Berdasarkan BAP (Berita Acara Pemeriksaan) dan penggrebekan, 18 wanita tersebut memang diduga kuat melakukan transaksi Open BO melalui aplikasi pesan MiChat. "Kalau memang berdasarkan pengakuan ada alat bukti MiChat dan kondom (alat kontrasepsi), ya 18 itu," katanya.
Rahmat membeberkan, penggerebekan 18 wanita tersebut dilakukan di delapan titik lokasi yang tersebar mulai Kecamatan Kedungkandang hingga Blimbing. "Ada di Jalan Mayjen Sungkono, Mayjen Panjaitan dan ada di Jalan MT Haryono. Lalu ada di Soekarno-Hatta dan di Jalan Raya Sawojajar," bebernya.

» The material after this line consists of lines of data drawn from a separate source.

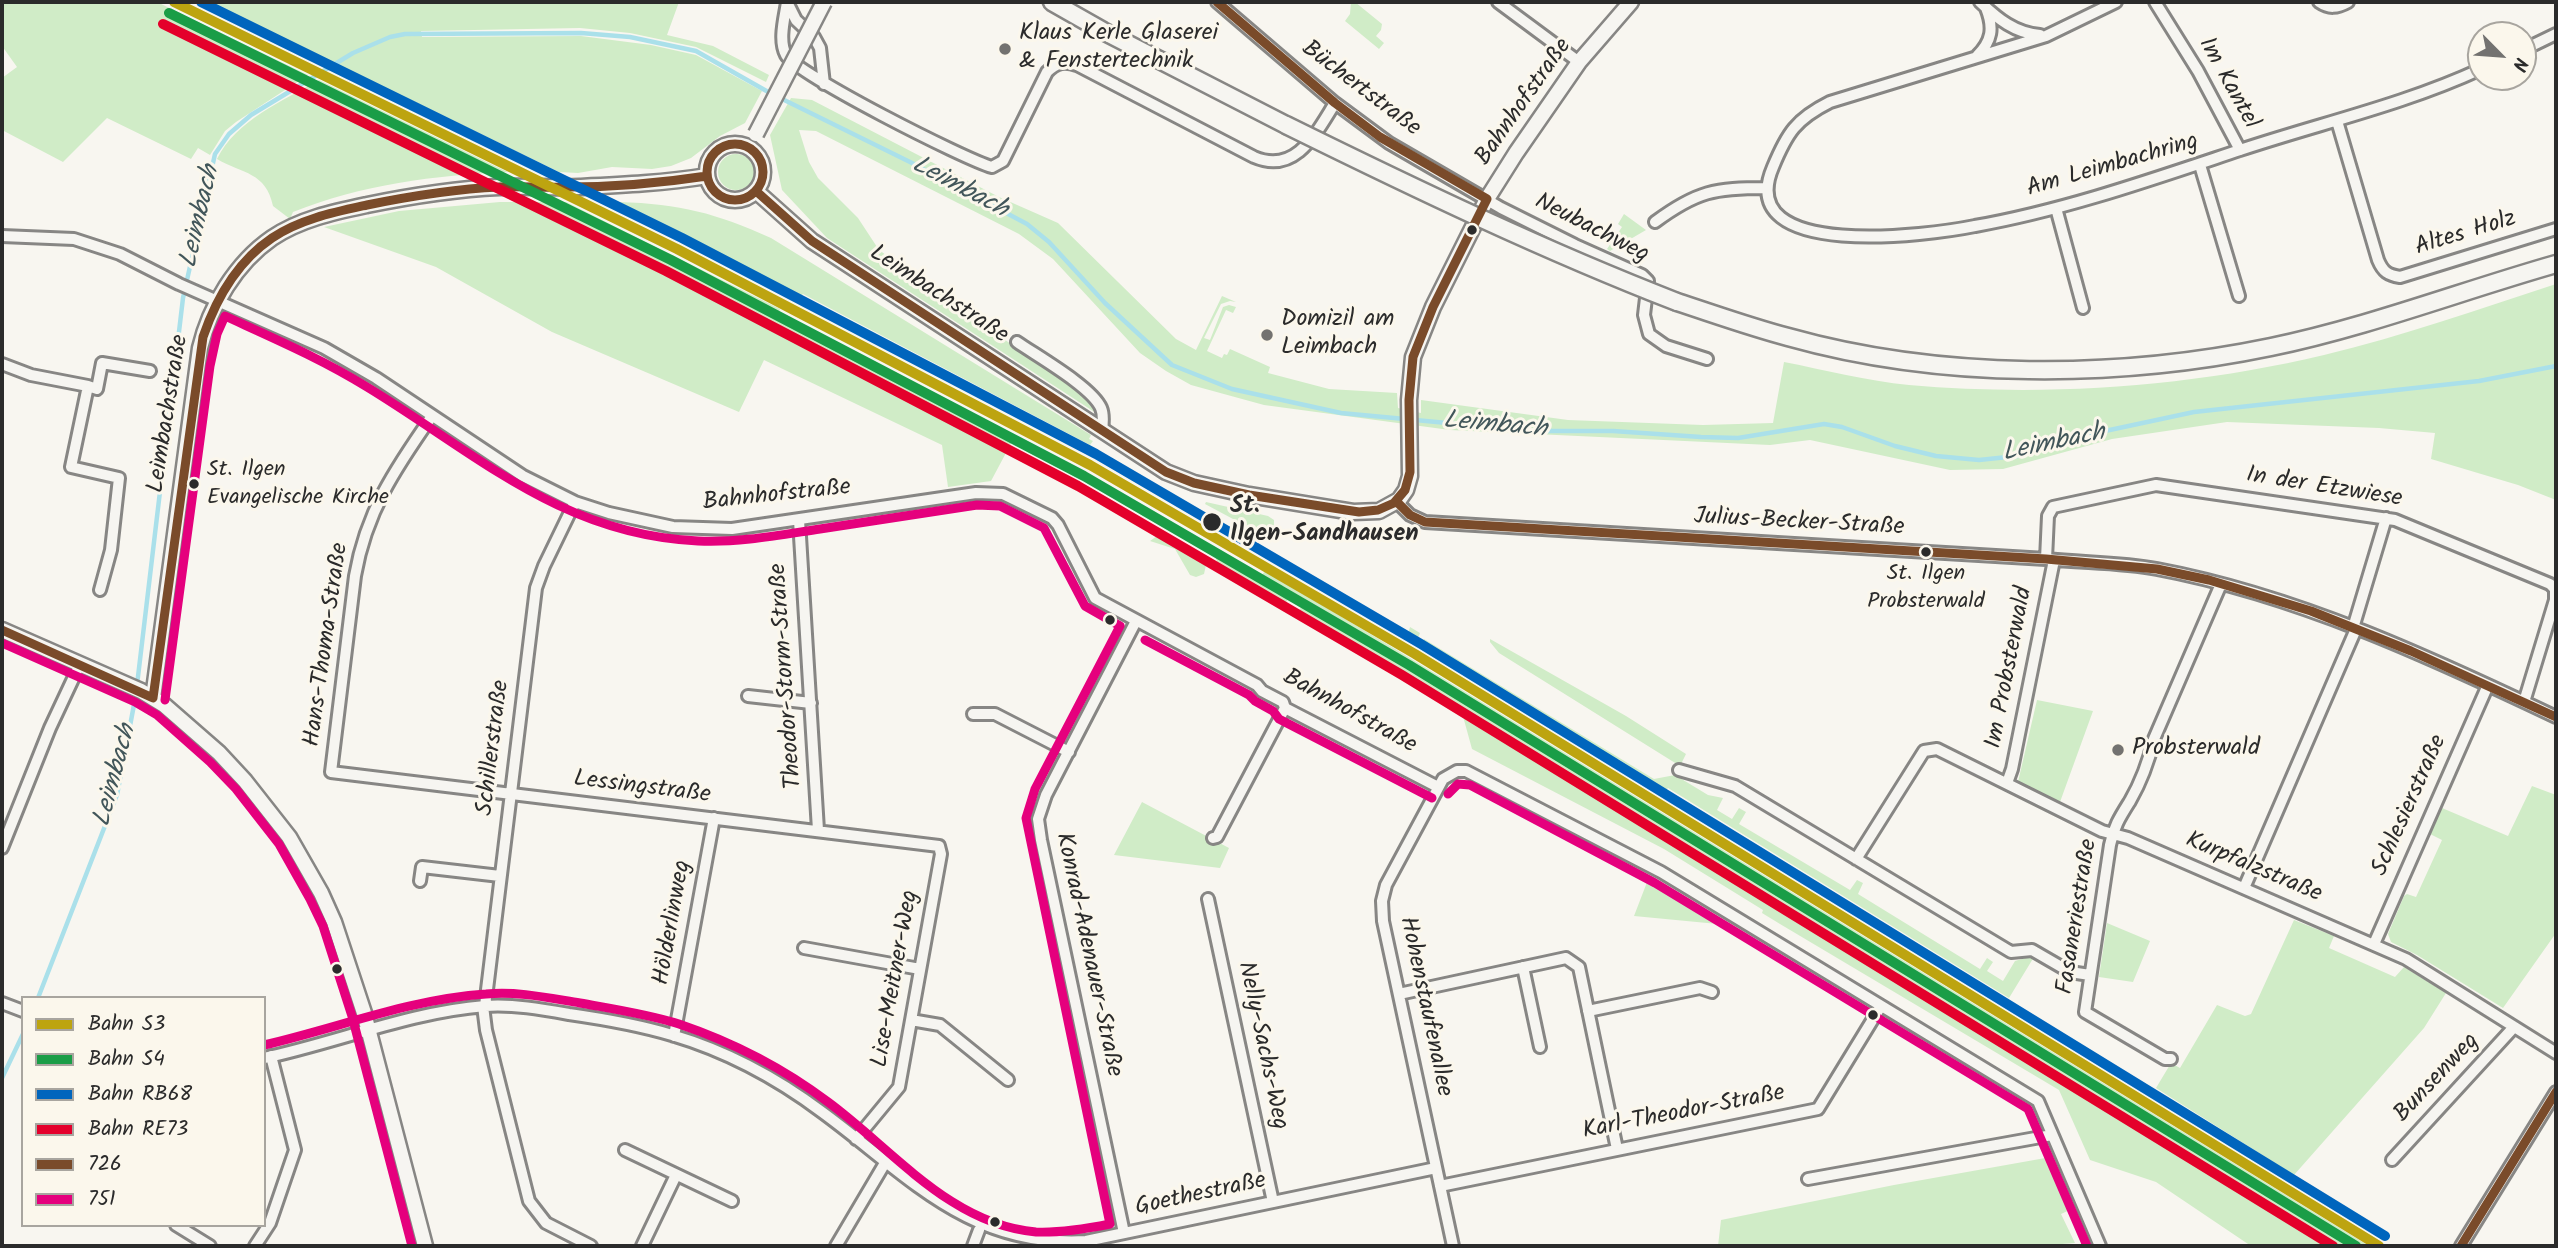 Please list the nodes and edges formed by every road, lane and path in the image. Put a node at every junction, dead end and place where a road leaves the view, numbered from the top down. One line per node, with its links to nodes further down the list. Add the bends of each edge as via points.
1 (787, 2): 18 (street, via 820,48); 18 (street, via 783,50 787,58)
2 (824, 2): 21 (street, bridge)
3 (1052, 2): 32 (main road, bridge, via 1397,180 1603,274 1788,337 1928,364 2082,370 2272,347)
4 (1217, 2): 19 (street, Büchertstraße)
5 (1498, 2): 16 (street)
6 (1631, 2): 16 (street, Bahnhofstraße)
7 (2116, 2): 13 (street)
8 (2155, 2): 22 (street, Im Kantel)
9 (2319, 2): 10 (street, via 2330,8)
10 (2348, 2)
11 (1983, 4): 13 (street, via 2022,33); 15 (street, via 1992,33)
12 (2556, 34): 14 (street)
13 (2046, 36): 15 (street)
14 (2537, 43)
15 (1975, 58): 25 (street, via 1830,102 1808,113 1788,134)
16 (1579, 62): 27 (street, Bahnhofstraße)
17 (2467, 75): 20 (street, Am Leimbachring, via 2404,101)
18 (824, 84): 19 (street, via 992,167 1003,161 1047,72 1056,63 1077,65 1271,162 1301,151)
19 (1335, 103): 27 (street, Büchertstraße, via 1389,143)
20 (2337, 121): 22 (street, Am Leimbachring); 30 (street, Altes Holz, via 2378,260 2389,275 2400,277)
21 (749, 148): 24 (street, via 734,144 719,149 709,161); 26 (street, via 763,168)
22 (2240, 150): 23 (street, Am Leimbachring)
23 (2200, 165): 28 (street, Am Leimbachring); 33 (street)
24 (707, 177): 26 (street, via 714,191 727,199 742,199); 34 (street, Leimbachstraße, via 654,184 470,189 319,216 255,251)
25 (1766, 188): 28 (street, Am Leimbachring, via 1779,217 1793,226 1859,237 1975,227); 29 (street, via 1704,192)
26 (755, 191): 42 (street, Leimbachstraße, via 812,241)
27 (1487, 199): 37 (street, Neubachweg, via 1642,275 1648,281 1644,316 1649,334 1665,346); 44 (street, Bahnhofstraße, via 1455,259 1413,357 1409,480)
28 (2056, 208): 35 (street)
29 (1656, 222)
30 (2556, 229)
31 (2, 236): 34 (street, Bahnhofstraße, via 88,243)
32 (2556, 264)
33 (2239, 296)
34 (219, 300): 41 (street, Bahnhofstraße, via 336,355); 55 (street, Leimbachstraße, via 199,356)
35 (2083, 308)
36 (1017, 342): 42 (street, Leimbachstraße, via 1096,401 1103,415)
37 (1707, 359)
38 (2, 364): 40 (street)
39 (150, 372): 40 (street, via 102,363 97,388)
40 (88, 386): 49 (street, via 71,467 118,478 111,550)
41 (432, 416): 43 (street, Bahnhofstraße, via 523,476); 64 (street, Hans-Thoma-Straße, via 386,484 361,547)
42 (1102, 430): 44 (street, Leimbachstraße, via 1166,472 1194,483 1353,512 1379,511)
43 (575, 502): 46 (street, Bahnhofstraße, via 686,528 732,529); 67 (street, Schillerstraße, via 536,588)
44 (1396, 502): 47 (street, Julius-Becker-Straße, via 1425,522)
45 (2386, 518): 47 (street, In der Etzwiese, via 2152,485 2053,507 2048,516); 51 (street); 57 (street, In der Etzwiese, via 2405,522 2554,587 2555,600)
46 (799, 520): 50 (street, Bahnhofstraße, via 976,493 1003,494 1056,521 1095,598); 58 (street, Theodor-Storm-Straße)
47 (2050, 559): 48 (street, Julius-Becker-Straße, via 2143,567); 65 (street, Im Probsterwald)
48 (2221, 584): 51 (street, Julius-Becker-Straße); 70 (street, Fasaneriestraße)
49 (100, 590)
50 (1136, 621): 59 (street, Bahnhofstraße, via 1258,685); 62 (street, Konrad-Adenauer-Straße)
51 (2355, 629): 54 (street, Julius-Becker-Straße); 77 (street)
52 (2, 630): 53 (street)
53 (80, 664): 55 (street); 72 (street)
54 (2487, 685): 57 (street, Julius-Becker-Straße); 79 (street, Schlesierstraße)
55 (147, 695): 93 (street, via 219,753 289,837 330,911)
56 (748, 696): 58 (street)
57 (2524, 702): 61 (street, Julius-Becker-Straße)
58 (811, 703): 69 (street, Theodor-Storm-Straße)
59 (1285, 708): 66 (street, Bahnhofstraße); 71 (street)
60 (973, 714): 62 (street, via 995,714)
61 (2556, 717)
62 (1069, 752): 115 (street, Konrad-Adenauer-Straße, via 1042,804 1039,834)
63 (1679, 770): 74 (street, via 1735,786)
64 (331, 772): 67 (street, Lessingstraße)
65 (2007, 783): 70 (street, Kurpfalzstraße); 74 (street, Kurpfalzstraße, via 1944,752 1924,751)
66 (1438, 787): 85 (street, Hohenstaufenallee, via 1383,896 1383,921); 88 (street, via 1457,771 1475,774 1651,866)
67 (510, 794): 68 (street, Lessingstraße); 75 (street, Schillerstraße)
68 (714, 818): 69 (street, Lessingstraße); 94 (street, Hölderlinweg)
69 (818, 830): 73 (street, Lessingstraße, via 937,845)
70 (2113, 833): 77 (street, Kurpfalzstraße); 83 (street, Fasaneriestraße)
71 (1213, 838)
72 (2, 848)
73 (941, 854): 82 (street, Lise-Meitner-Weg)
74 (1856, 859): 83 (street, via 2011,952 2032,950 2070,972)
75 (500, 876): 76 (street, via 422,867); 87 (street, Schillerstraße)
76 (420, 881)
77 (2244, 888): 79 (street, Kurpfalzstraße)
78 (1208, 899): 112 (street, Nelly-Sachs-Weg)
79 (2374, 944): 92 (street, Kurpfalzstraße, via 2417,965)
80 (804, 948): 82 (street)
81 (1523, 967): 85 (street); 90 (street, via 1566,958 1579,967); 95 (street)
82 (920, 969): 91 (street, Lise-Meitner-Weg)
83 (2090, 975): 98 (street, Fasaneriestraße, via 2085,1012)
84 (1713, 992): 90 (street, via 1700,988)
85 (1399, 994): 107 (street, Hohenstaufenallee)
86 (2, 1003): 89 (street)
87 (484, 1006): 93 (street, Goethestraße); 94 (street, Goethestraße, via 542,1009); 119 (street, Schillerstraße, via 486,1031 529,1201 546,1223)
88 (1881, 1006): 101 (street, via 2038,1101); 103 (street, Karl-Theodor-Straße, via 1818,1109)
89 (21, 1011)
90 (1588, 1011): 103 (street)
91 (911, 1020): 99 (street, via 940,1025); 102 (street, Lise-Meitner-Weg, via 899,1087)
92 (2515, 1027): 96 (street, Kurpfalzstraße); 105 (street, Bunsenweg)
93 (368, 1031): 97 (street, Goethestraße); 118 (street)
94 (674, 1035): 102 (street, Goethestraße, via 776,1082)
95 (1540, 1047)
96 (2556, 1052)
97 (267, 1057): 117 (street, via 295,1150 270,1223)
98 (2171, 1059)
99 (1008, 1080)
100 (2556, 1092): 125 (street)
101 (2052, 1135): 109 (street); 124 (street)
102 (856, 1139): 106 (street, Goethestraße)
103 (1617, 1149): 110 (street, Karl-Theodor-Straße)
104 (625, 1150): 108 (street)
105 (2392, 1160)
106 (885, 1163): 114 (street, Goethestraße, via 947,1213); 121 (street)
107 (1436, 1168): 110 (street, Hohenstaufenallee); 112 (street, Goethestraße)
108 (676, 1175): 111 (street); 120 (street)
109 (1808, 1180)
110 (1440, 1186): 123 (street, Hohenstaufenallee)
111 (732, 1201)
112 (1273, 1202): 115 (street, Goethestraße)
113 (179, 1227): 116 (street)
114 (979, 1230): 115 (street, Goethestraße, via 1048,1245); 122 (street)
115 (1124, 1233)
116 (210, 1246)
117 (255, 1246)
118 (425, 1246)
119 (591, 1246)
120 (642, 1246)
121 (836, 1246)
122 (973, 1246)
123 (1452, 1246)
124 (2100, 1246)
125 (2461, 1246)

Dari hasil BAP, tarif 18 wanita tersebut rata-rata mulai dari Rp 300 ribu hingga Rp 1 juta untuk satu kali bercinta di kamar. Biasanya, wanita-wanita tersebut tinggal di satu kamar penginapan dan pelanggan mendatangi kamar tersebut setelah bertransaksi melalui MiChat.
Adapun jenis pembayaran ada dua, pembayaran secara langsung di kamar (cash) dan ada juga yang melalui transfer bank. "Bermacam-macam tarifnya. Bisa sampai Rp 1 juta. Mereka mengaku sehari bisa dua sampai 10 kali main (bercinta)," katanya.
Ada beberapa tipe penginapan saat dilakukan penggerebekan, mulai dari Pemondokan, Indekos harian hingga Guest House. Disinyalir, lanjut Rahmat, mereka selalu memilih tempat aman yang memang belum pernah dilakukan penggerebekan untuk melakukan prostitusi online.
"Mereka memilih karena dirasa belum ada grebekan. Mereka merasa nyaman gak ada pantauan dari aparat," imbuhnya.
Untuk rata-rata usia WTS yang telah terjaring Satpol PP, Rahmat mengungkapkan mulai dari usia 15, 16 sampai 17 tahun atau bisa dibilang masih di bawah umur.
"Mereka ada yang putus sekolah, karena faktor ekonomi dan sosial. Mereka banyak dari luar kota ya. Ada Madura, Tulungagung dan dari Jawa Tengah. Jadi yang di bawah umur kita lakukan pembinaan dan pemanggilan orang tua, lalu kalau sudah dewasa kamu lakukan sanksi tipiring," bebernya.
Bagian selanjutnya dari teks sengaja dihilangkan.